“Why would a theologian have anything to contribute to any worthwhile discussion, on any subject whatsoever?”(1) So asks Richard Dawkins, evolutionary biologist and author of The God Delusion. He further articulates his disgust for theology in his 2006 article in The Free Inquiry magazine:
“What has theology ever said that is of the smallest use to anybody? When has theology ever said anything that is demonstrably true and is not obvious? I have listened to theologians, read them, debated against them. I have never heard any of them ever say anything of the smallest use, anything that was not either platitudinously obvious or downright false. If all the achievements of scientists were wiped out tomorrow, there would be no doctors but witch doctors, no transport faster than horses, no computers, no printed books, no agriculture beyond subsistence peasant farming. If all the achievements of theologians were wiped out tomorrow, would anyone notice the smallest difference? Even the bad achievements of scientists, the bombs, and sonar-guided whaling vessels work! The achievements of theologians don’t do anything, don’t affect anything, don’t mean anything. What makes anyone think that ‘theology’ is a subject at all?”(2)

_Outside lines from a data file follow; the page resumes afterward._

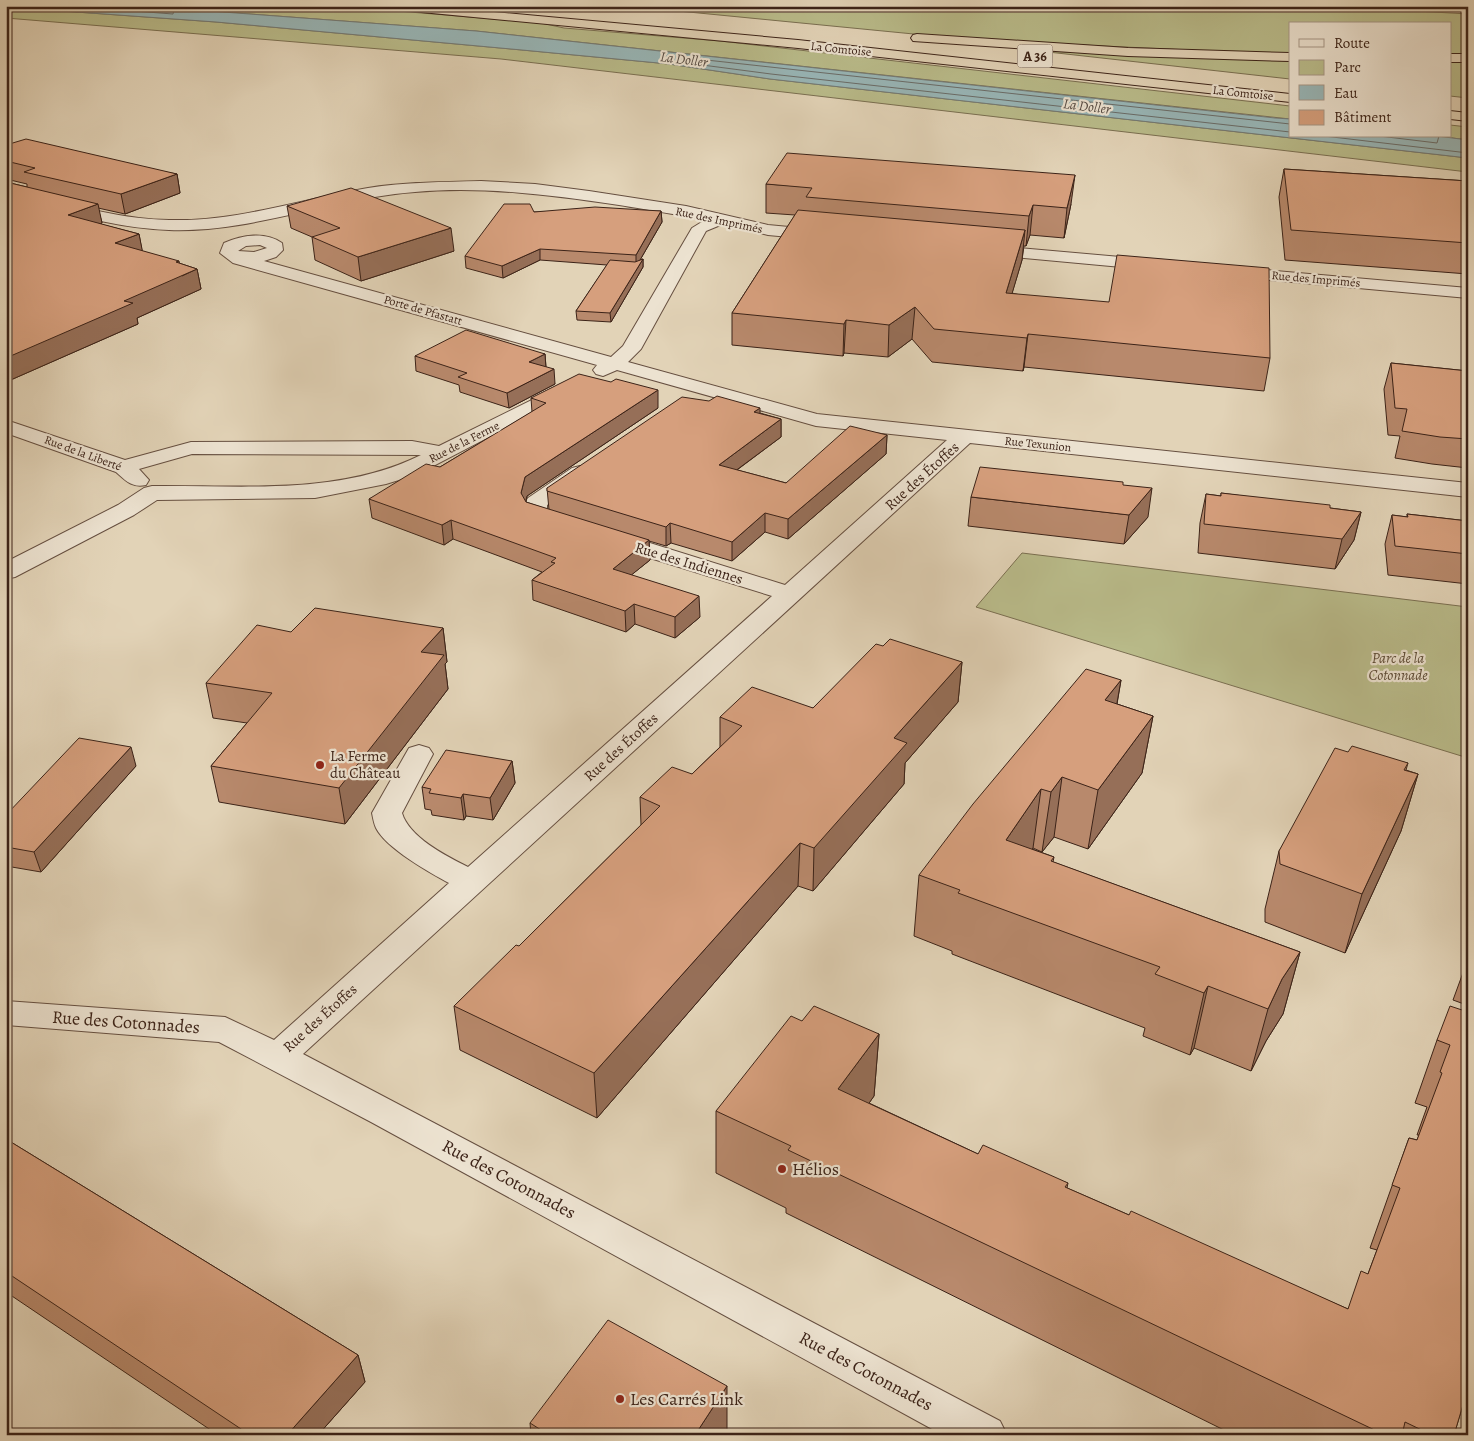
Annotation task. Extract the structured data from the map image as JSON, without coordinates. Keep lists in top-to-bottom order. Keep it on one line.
{"streets":{"highway":["La Comtoise","A 36"],"street":["Rue des Imprimés","Porte de Pfastatt","Rue de la Ferme","Rue Texunion","Rue de la Liberté","Rue des Étoffes","Rue des Indiennes","Rue des Cotonnades"]},"crossings":[["Rue des Imprimés","Rue de la Ferme"],["Porte de Pfastatt","Rue de la Ferme"],["Porte de Pfastatt","Rue Texunion"],["Rue de la Ferme","Rue Texunion"],["Rue de la Ferme","Rue de la Liberté"],["Rue Texunion","Rue des Étoffes"],["Rue des Étoffes","Rue des Indiennes"],["Rue des Étoffes","Rue des Cotonnades"]],"water":["La Doller"],"parks":["Parc de la Cotonnade"],"places":["La Ferme du Château","Hélios","Les Carrés Link"],"legend":["Route","Parc","Eau","Bâtiment"]}
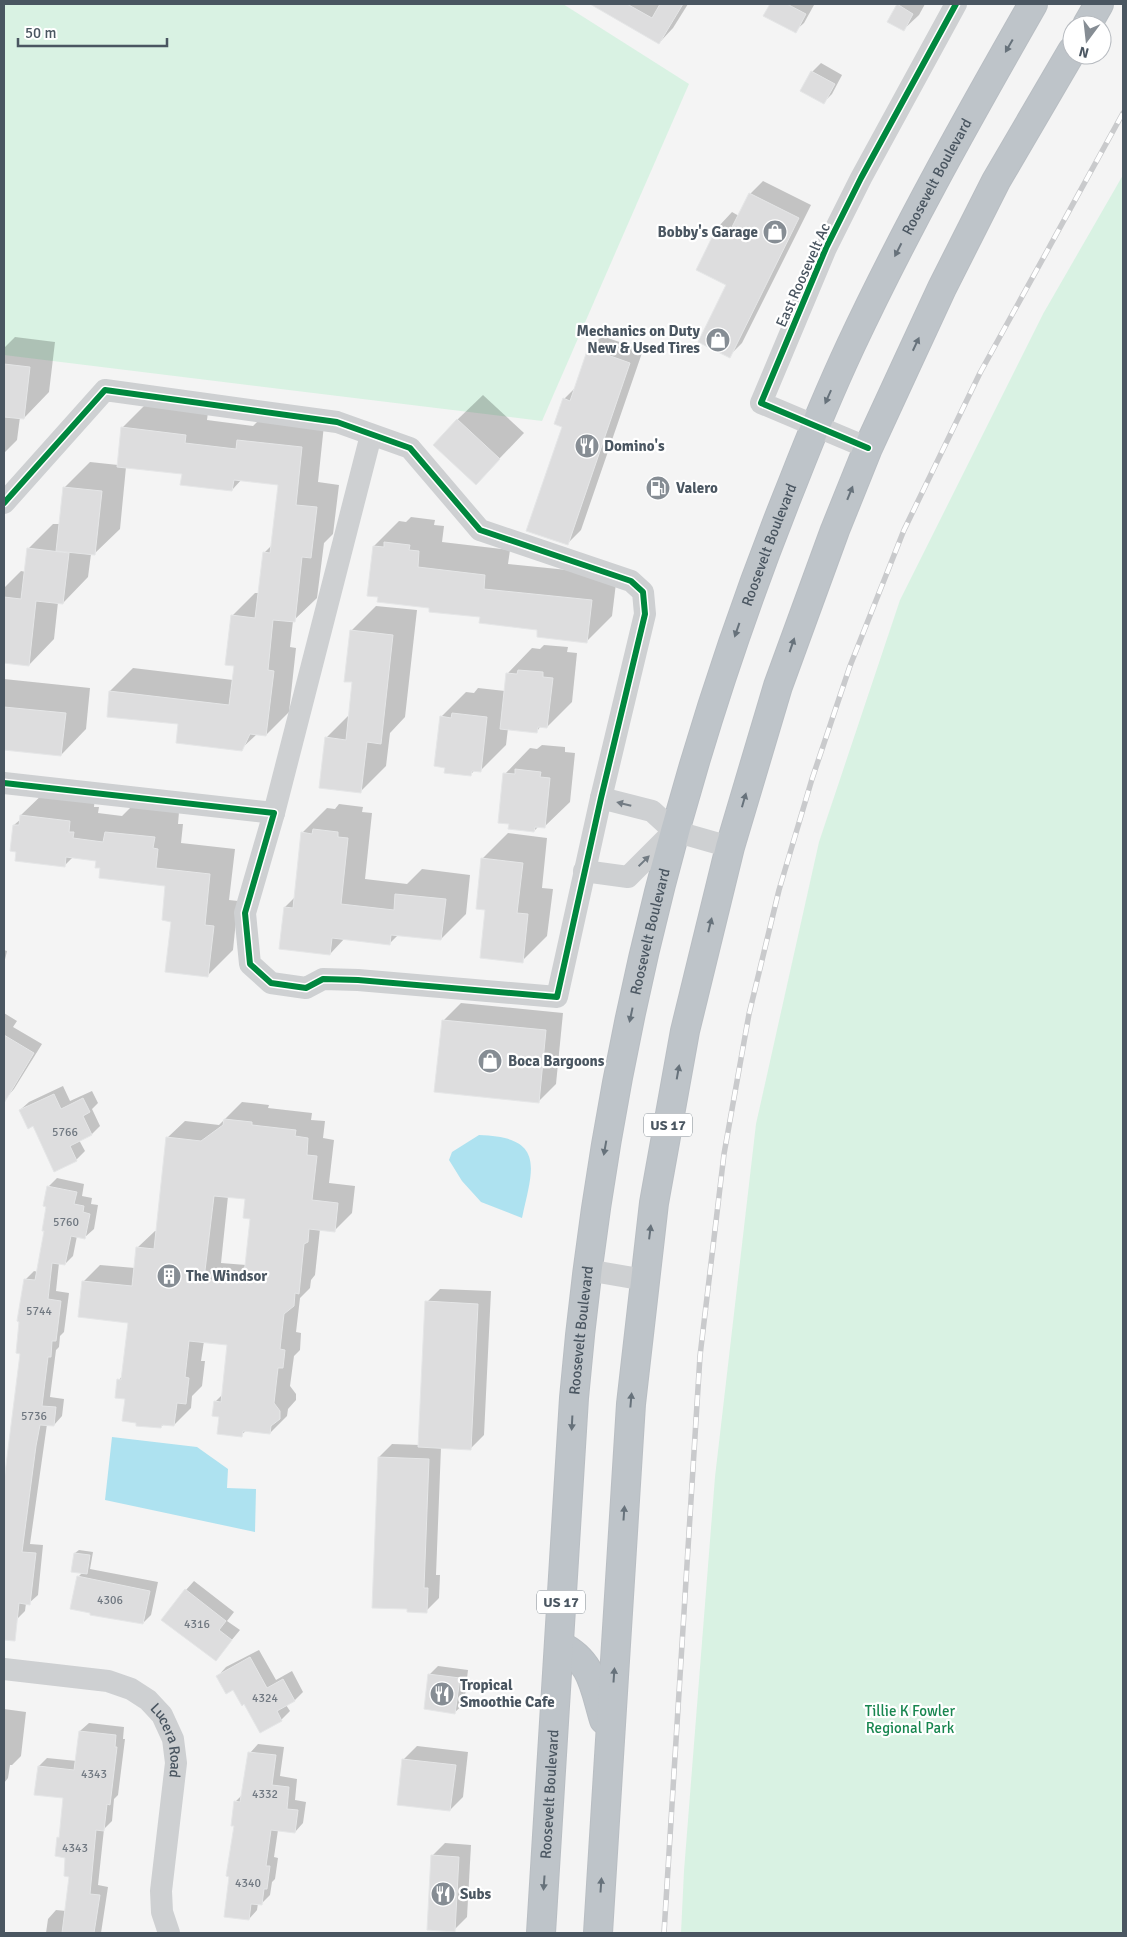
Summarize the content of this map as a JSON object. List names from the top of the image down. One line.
{"streets":{"highway":["Roosevelt Boulevard","US 17"],"street":["East Roosevelt Ac","Lucera Road"]},"crossings":[["Roosevelt Boulevard","East Roosevelt Ac"],["East Roosevelt Ac","US 17"]],"parks":["Tillie K Fowler Regional Park"],"places":{"shop":["Bobby's Garage","Mechanics on Duty New & Used Tires","Boca Bargoons"],"restaurant":["Domino's","Tropical Smoothie Cafe","Subs"],"fuel station":["Valero"],"building":["The Windsor"]},"house_numbers":["5766","5760","5744","5736","4306","4316","4324","4343","4332","4343","4340"],"scale_bar":"50 m","north":"bottom"}
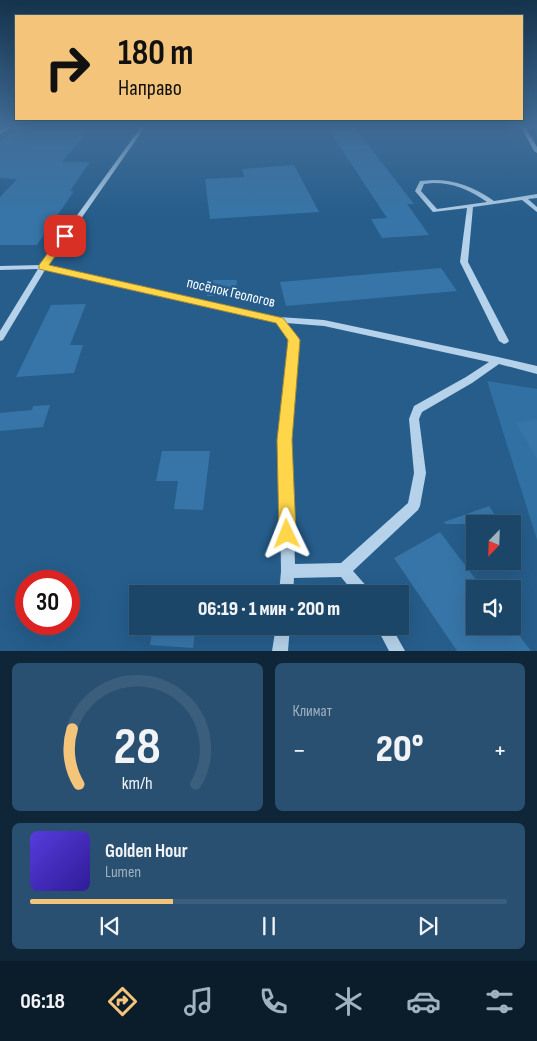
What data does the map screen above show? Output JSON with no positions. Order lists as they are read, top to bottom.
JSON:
{
  "streets": {
    "street": ["посёлок Геологов"]
  },
  "north": "bottom left",
  "page": {
    "turn": ["180 m", "Направо"],
    "limit": "30",
    "trip": "06:19 · 1 мин · 200 m",
    "tile": "Климат",
    "heat": ["−", "20°", "+"],
    "song": ["Golden Hour", "Lumen"],
    "tabs": "06:18",
    "gauge": ["28", "km/h"]
  }
}
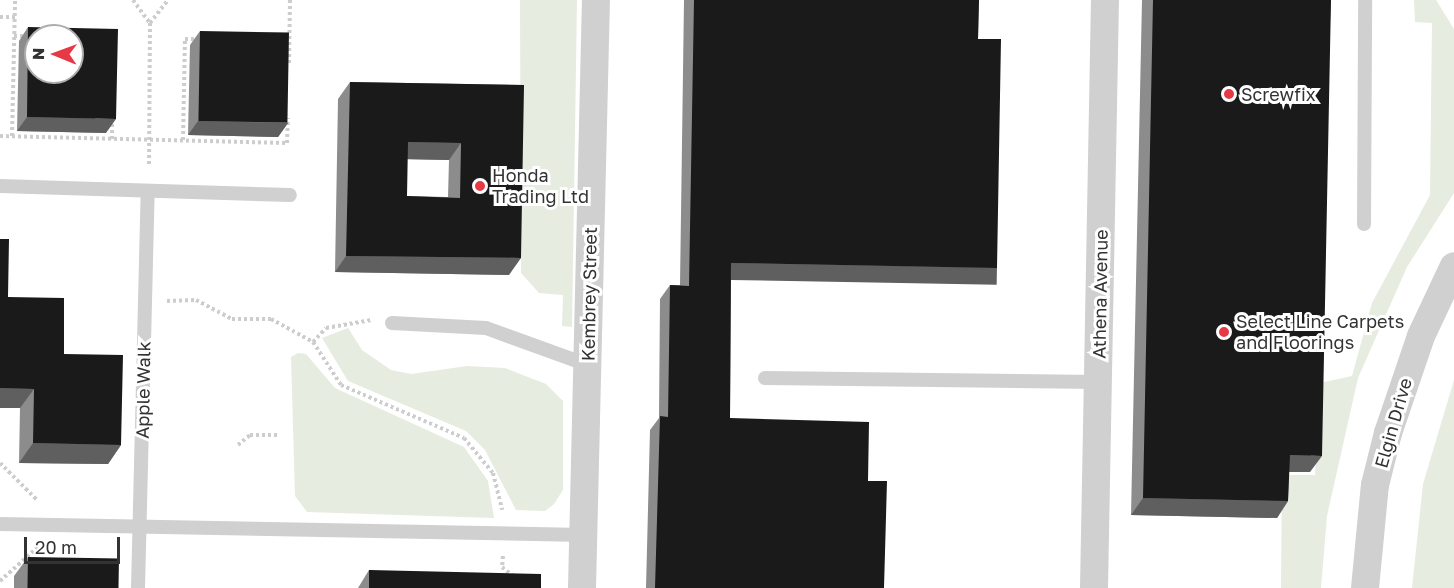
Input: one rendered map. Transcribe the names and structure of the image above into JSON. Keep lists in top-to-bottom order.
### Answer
{
  "streets": {
    "street": ["Kembrey Street", "Athena Avenue", "Elgin Drive"],
    "lane": ["Apple Walk"]
  },
  "places": ["Screwfix", "Honda Trading Ltd", "Select Line Carpets and Floorings"],
  "scale_bar": "20 m",
  "north": "left"
}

Dawkins scornfully dismisses not only theologians but the subject of theology, too. Francis Schaeffer similarly recalls in his book The God Who Is There meeting a successful young man when he was on a boat crossing the Mediterranean. “He was an atheist, and when he found out I was a pastor he anticipated an evening’s entertainment, so he started in.”(3) It seems not taking theologians seriously is hardly a new phenomenon. As a theologian, I might be tempted to respond to these provocations with the words of the Psalmist: The fool has said in his heart that there is no God. Nevertheless, skeptical commentators like Dawkins might also make me ask other questions. For instance, from where did people get the idea that theology is meaningless and also detached from other subjects? Do others think the same about theologians? Did the theological community contribute in any way to this impression? Are religious leaders guilty of indulging in spiritual talk entirely divorced from reality?
When the apostle Paul visited Athens “his spirit was provoked” as he observed the city full of idols. Nevertheless, when he addressed the Areogagus gathering he commended them for being a religious people. Having spent time understanding their religious and philosophical beliefs he begins his message by finding a bridge in their idolatry with “The unknown god.” He knew that bridges could not be built without starting at their end of the shore. And he knew their ideas and interests well enough to quote their own poets and prophets.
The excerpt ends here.